::: Dataset

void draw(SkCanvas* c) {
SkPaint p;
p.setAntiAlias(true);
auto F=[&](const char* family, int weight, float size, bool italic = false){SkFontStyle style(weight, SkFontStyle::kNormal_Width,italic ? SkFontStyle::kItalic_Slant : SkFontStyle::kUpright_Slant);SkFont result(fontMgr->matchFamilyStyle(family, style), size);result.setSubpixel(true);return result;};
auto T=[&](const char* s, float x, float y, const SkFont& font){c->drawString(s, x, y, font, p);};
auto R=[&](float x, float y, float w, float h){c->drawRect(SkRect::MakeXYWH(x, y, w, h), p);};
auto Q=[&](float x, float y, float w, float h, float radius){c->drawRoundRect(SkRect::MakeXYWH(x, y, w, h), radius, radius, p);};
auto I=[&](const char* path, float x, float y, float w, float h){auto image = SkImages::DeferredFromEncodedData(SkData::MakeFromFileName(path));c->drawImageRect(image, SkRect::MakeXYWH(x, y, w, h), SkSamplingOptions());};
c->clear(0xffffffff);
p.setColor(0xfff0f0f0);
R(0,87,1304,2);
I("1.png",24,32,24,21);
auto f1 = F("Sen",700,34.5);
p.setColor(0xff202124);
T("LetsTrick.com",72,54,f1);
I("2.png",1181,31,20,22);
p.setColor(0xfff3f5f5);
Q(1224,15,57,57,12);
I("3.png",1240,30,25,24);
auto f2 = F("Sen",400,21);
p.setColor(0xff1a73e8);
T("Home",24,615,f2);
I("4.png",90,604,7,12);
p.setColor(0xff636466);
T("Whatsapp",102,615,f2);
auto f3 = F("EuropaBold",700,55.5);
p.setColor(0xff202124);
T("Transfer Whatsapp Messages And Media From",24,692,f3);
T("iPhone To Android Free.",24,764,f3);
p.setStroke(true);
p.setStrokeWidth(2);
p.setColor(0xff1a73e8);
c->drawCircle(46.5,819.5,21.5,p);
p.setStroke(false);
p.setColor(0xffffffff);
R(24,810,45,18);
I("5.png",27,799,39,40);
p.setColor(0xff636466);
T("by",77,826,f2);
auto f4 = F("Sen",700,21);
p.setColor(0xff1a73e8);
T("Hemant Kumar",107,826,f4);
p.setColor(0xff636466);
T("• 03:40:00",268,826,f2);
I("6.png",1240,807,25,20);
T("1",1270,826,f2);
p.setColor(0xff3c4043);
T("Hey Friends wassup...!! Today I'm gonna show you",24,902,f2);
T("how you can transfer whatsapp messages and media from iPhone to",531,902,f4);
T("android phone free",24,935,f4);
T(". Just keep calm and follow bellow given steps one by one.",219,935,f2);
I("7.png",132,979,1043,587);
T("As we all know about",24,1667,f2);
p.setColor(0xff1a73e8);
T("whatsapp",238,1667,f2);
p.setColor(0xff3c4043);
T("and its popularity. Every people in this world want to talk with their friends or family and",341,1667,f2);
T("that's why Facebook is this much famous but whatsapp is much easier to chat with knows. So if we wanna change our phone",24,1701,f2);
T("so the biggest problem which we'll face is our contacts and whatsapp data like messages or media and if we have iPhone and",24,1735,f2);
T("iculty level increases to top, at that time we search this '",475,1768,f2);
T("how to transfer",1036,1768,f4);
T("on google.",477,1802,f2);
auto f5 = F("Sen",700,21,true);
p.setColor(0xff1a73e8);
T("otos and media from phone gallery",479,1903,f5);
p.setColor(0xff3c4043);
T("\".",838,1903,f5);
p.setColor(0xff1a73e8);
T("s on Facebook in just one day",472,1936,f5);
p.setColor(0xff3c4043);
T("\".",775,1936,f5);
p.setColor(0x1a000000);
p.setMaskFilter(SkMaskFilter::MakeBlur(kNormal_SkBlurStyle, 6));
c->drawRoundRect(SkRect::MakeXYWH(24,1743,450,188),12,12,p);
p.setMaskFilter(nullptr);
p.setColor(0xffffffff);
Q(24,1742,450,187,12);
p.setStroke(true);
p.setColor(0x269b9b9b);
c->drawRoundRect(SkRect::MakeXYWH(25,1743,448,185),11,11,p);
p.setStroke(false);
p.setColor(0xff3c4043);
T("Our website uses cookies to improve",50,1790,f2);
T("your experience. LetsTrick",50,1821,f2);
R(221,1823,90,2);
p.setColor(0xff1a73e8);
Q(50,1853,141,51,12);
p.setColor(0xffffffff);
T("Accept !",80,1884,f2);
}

::::::

The lines above, starting at the one with "auto R=[&](float x, float" and ending at the one with "auto Q=[&](float x, float", are the only ones to return, exactly as written.

**Answer section:**
auto R=[&](float x, float y, float w, float h){c->drawRect(SkRect::MakeXYWH(x, y, w, h), p);};
auto Q=[&](float x, float y, float w, float h, float radius){c->drawRoundRect(SkRect::MakeXYWH(x, y, w, h), radius, radius, p);};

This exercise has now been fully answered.